REQUIRED WORK> In full and without alteration, return the records below.

SUPPLIED DATA>

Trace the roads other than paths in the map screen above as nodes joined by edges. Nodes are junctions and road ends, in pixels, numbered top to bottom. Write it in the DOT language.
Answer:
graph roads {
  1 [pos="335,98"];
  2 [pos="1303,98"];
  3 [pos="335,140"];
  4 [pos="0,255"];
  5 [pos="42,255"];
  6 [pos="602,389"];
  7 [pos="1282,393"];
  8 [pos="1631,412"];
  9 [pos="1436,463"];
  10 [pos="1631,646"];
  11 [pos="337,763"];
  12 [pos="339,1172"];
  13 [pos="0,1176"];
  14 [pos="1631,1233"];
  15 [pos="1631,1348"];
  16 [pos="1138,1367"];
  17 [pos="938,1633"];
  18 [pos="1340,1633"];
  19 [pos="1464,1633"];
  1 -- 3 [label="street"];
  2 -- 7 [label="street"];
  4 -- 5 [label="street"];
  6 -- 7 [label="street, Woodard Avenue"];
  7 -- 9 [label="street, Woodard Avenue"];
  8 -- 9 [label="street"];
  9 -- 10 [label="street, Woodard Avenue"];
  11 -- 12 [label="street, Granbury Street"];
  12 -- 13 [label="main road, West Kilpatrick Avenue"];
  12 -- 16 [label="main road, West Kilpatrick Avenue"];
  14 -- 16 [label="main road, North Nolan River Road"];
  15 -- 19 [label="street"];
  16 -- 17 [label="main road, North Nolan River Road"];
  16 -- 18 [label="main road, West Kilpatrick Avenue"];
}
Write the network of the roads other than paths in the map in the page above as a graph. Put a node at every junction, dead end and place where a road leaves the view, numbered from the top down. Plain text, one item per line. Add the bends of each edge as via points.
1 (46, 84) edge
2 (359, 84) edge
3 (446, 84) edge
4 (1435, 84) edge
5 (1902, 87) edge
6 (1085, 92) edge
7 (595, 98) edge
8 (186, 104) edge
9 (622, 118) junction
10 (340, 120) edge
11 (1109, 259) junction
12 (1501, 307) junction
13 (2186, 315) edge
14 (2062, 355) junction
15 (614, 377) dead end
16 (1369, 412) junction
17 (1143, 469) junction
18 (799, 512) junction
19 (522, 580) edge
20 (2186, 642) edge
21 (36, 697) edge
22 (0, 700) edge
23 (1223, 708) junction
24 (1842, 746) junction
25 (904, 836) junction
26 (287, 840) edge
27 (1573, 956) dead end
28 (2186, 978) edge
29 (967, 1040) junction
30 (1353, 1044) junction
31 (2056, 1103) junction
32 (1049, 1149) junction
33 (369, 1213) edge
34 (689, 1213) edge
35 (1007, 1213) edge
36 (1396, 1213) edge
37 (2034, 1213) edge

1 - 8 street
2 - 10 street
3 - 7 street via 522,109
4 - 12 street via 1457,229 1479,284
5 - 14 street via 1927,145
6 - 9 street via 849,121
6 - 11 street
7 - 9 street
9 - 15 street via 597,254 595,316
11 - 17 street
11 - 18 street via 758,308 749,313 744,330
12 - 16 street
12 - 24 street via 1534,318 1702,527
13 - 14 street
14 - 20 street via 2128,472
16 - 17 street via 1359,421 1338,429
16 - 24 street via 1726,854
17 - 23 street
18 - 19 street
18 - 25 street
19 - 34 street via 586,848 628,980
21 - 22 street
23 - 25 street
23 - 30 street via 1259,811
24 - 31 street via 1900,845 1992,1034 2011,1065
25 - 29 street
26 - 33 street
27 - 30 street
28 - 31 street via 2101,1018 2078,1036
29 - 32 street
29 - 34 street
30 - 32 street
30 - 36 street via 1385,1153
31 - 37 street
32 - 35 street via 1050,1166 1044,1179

RESULT OF THE EXERCISE>
Trace the roads other than paths in the map screen above as nodes joined by edges. Nodes are junctions and road ends, in pixels, numbered top to bottom. Write it in the DOT language.
Answer:
graph roads {
  1 [pos="335,98"];
  2 [pos="1303,98"];
  3 [pos="335,140"];
  4 [pos="0,255"];
  5 [pos="42,255"];
  6 [pos="602,389"];
  7 [pos="1282,393"];
  8 [pos="1631,412"];
  9 [pos="1436,463"];
  10 [pos="1631,646"];
  11 [pos="337,763"];
  12 [pos="339,1172"];
  13 [pos="0,1176"];
  14 [pos="1631,1233"];
  15 [pos="1631,1348"];
  16 [pos="1138,1367"];
  17 [pos="938,1633"];
  18 [pos="1340,1633"];
  19 [pos="1464,1633"];
  1 -- 3 [label="street"];
  2 -- 7 [label="street"];
  4 -- 5 [label="street"];
  6 -- 7 [label="street, Woodard Avenue"];
  7 -- 9 [label="street, Woodard Avenue"];
  8 -- 9 [label="street"];
  9 -- 10 [label="street, Woodard Avenue"];
  11 -- 12 [label="street, Granbury Street"];
  12 -- 13 [label="main road, West Kilpatrick Avenue"];
  12 -- 16 [label="main road, West Kilpatrick Avenue"];
  14 -- 16 [label="main road, North Nolan River Road"];
  15 -- 19 [label="street"];
  16 -- 17 [label="main road, North Nolan River Road"];
  16 -- 18 [label="main road, West Kilpatrick Avenue"];
}
Write the network of the roads other than paths in the map in the page above as a graph. Put a node at every junction, dead end and place where a road leaves the view, numbered from the top down. Plain text, one item per line. Add the bends of each edge as via points.
1 (46, 84) edge
2 (359, 84) edge
3 (446, 84) edge
4 (1435, 84) edge
5 (1902, 87) edge
6 (1085, 92) edge
7 (595, 98) edge
8 (186, 104) edge
9 (622, 118) junction
10 (340, 120) edge
11 (1109, 259) junction
12 (1501, 307) junction
13 (2186, 315) edge
14 (2062, 355) junction
15 (614, 377) dead end
16 (1369, 412) junction
17 (1143, 469) junction
18 (799, 512) junction
19 (522, 580) edge
20 (2186, 642) edge
21 (36, 697) edge
22 (0, 700) edge
23 (1223, 708) junction
24 (1842, 746) junction
25 (904, 836) junction
26 (287, 840) edge
27 (1573, 956) dead end
28 (2186, 978) edge
29 (967, 1040) junction
30 (1353, 1044) junction
31 (2056, 1103) junction
32 (1049, 1149) junction
33 (369, 1213) edge
34 (689, 1213) edge
35 (1007, 1213) edge
36 (1396, 1213) edge
37 (2034, 1213) edge

1 - 8 street
2 - 10 street
3 - 7 street via 522,109
4 - 12 street via 1457,229 1479,284
5 - 14 street via 1927,145
6 - 9 street via 849,121
6 - 11 street
7 - 9 street
9 - 15 street via 597,254 595,316
11 - 17 street
11 - 18 street via 758,308 749,313 744,330
12 - 16 street
12 - 24 street via 1534,318 1702,527
13 - 14 street
14 - 20 street via 2128,472
16 - 17 street via 1359,421 1338,429
16 - 24 street via 1726,854
17 - 23 street
18 - 19 street
18 - 25 street
19 - 34 street via 586,848 628,980
21 - 22 street
23 - 25 street
23 - 30 street via 1259,811
24 - 31 street via 1900,845 1992,1034 2011,1065
25 - 29 street
26 - 33 street
27 - 30 street
28 - 31 street via 2101,1018 2078,1036
29 - 32 street
29 - 34 street
30 - 32 street
30 - 36 street via 1385,1153
31 - 37 street
32 - 35 street via 1050,1166 1044,1179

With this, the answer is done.